I received notification today that Apress will be updating the description of the book contents based on feedback from the book authors. Expect to see the bullet points changed to something similar to the following, hopefully by Monday:
- Adopt a rational approach to database management
- Add value to your organization as a database professional
- Utilize effective techniques for performance management and optimization
- Effectively exploit different platform technologies
- Effectively secure your organization’s data
- Gain a deeper understanding of database internal features and structures
May 7, 2010
Review of the book appeared in the May 2010 edition of the NoCOUG Journal along with most of chapter 1 of the book.
December 28, 2010
It appears that the scripts for chapter 8 of the book are well hidden. The scripts may be downloaded from the Apress website.
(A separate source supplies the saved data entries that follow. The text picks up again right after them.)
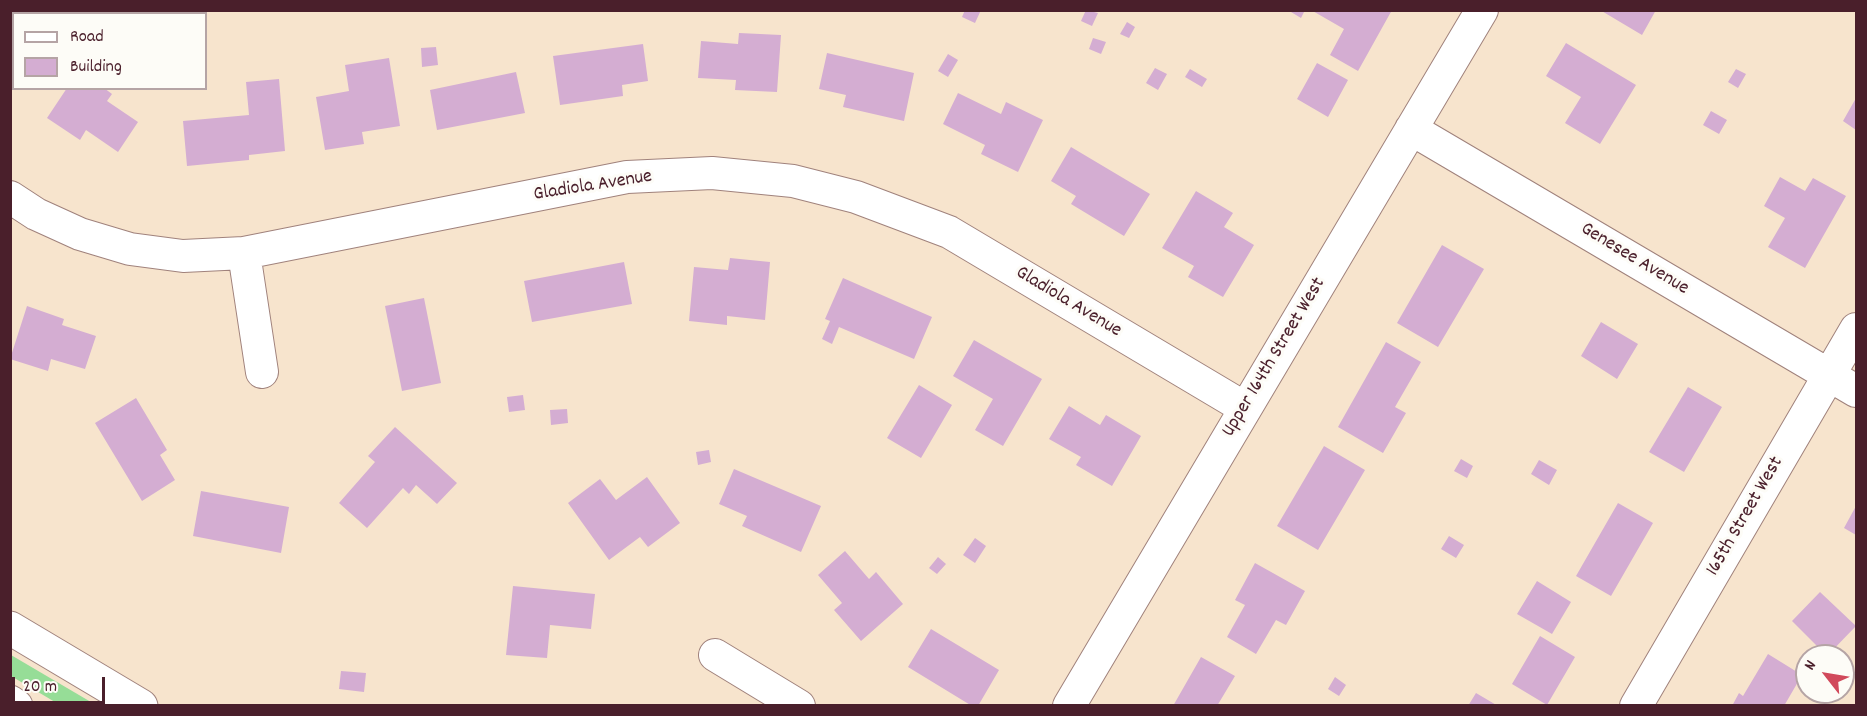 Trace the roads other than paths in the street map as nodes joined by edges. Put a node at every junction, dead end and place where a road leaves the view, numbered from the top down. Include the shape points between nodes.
1 (1482, 10) edge
2 (1411, 129) junction
3 (10, 197) edge
4 (244, 253) junction
5 (1857, 329) edge
6 (262, 372) dead end
7 (1829, 375) junction
8 (1857, 391) edge
9 (1245, 408) junction
10 (10, 628) edge
11 (715, 655) dead end
12 (10, 702) edge
13 (16, 705) edge
14 (141, 705) edge
15 (799, 705) edge
16 (1069, 705) edge
17 (1636, 705) edge

1 - 2 street, Upper 164th Street West
2 - 7 street, Genesee Avenue
2 - 9 street, Upper 164th Street West
3 - 4 street, Gladiola Avenue via 80,234 130,249 183,256
4 - 6 street
4 - 9 street, Gladiola Avenue via 627,177 712,173 793,181 856,197 949,232
5 - 7 street, 165th Street West
7 - 8 street, Genesee Avenue
7 - 17 street, 165th Street West
9 - 16 street, Upper 164th Street West
10 - 14 main road
11 - 15 street
12 - 13 main road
Inside the Expert_Oracle_Practices_Oracle_Database_Administration_from_the_Oak_Table-4524.zip download file is a folder titled ch08n09_UnderstandingOptMethods, and inside that folder is another folder titled ch09Scripts – this folder contains all of the scripts for chapters 8 and 9 (those scripts are listed at the end of chapter 8 in the book).
November 17, 2011
It appears that the script library file download for this book on the Apress website is corrupt. You can download the script library from here: Expert_Oracle_Practices_Scripts.zip (save with a .zip extension, and not a .doc extension).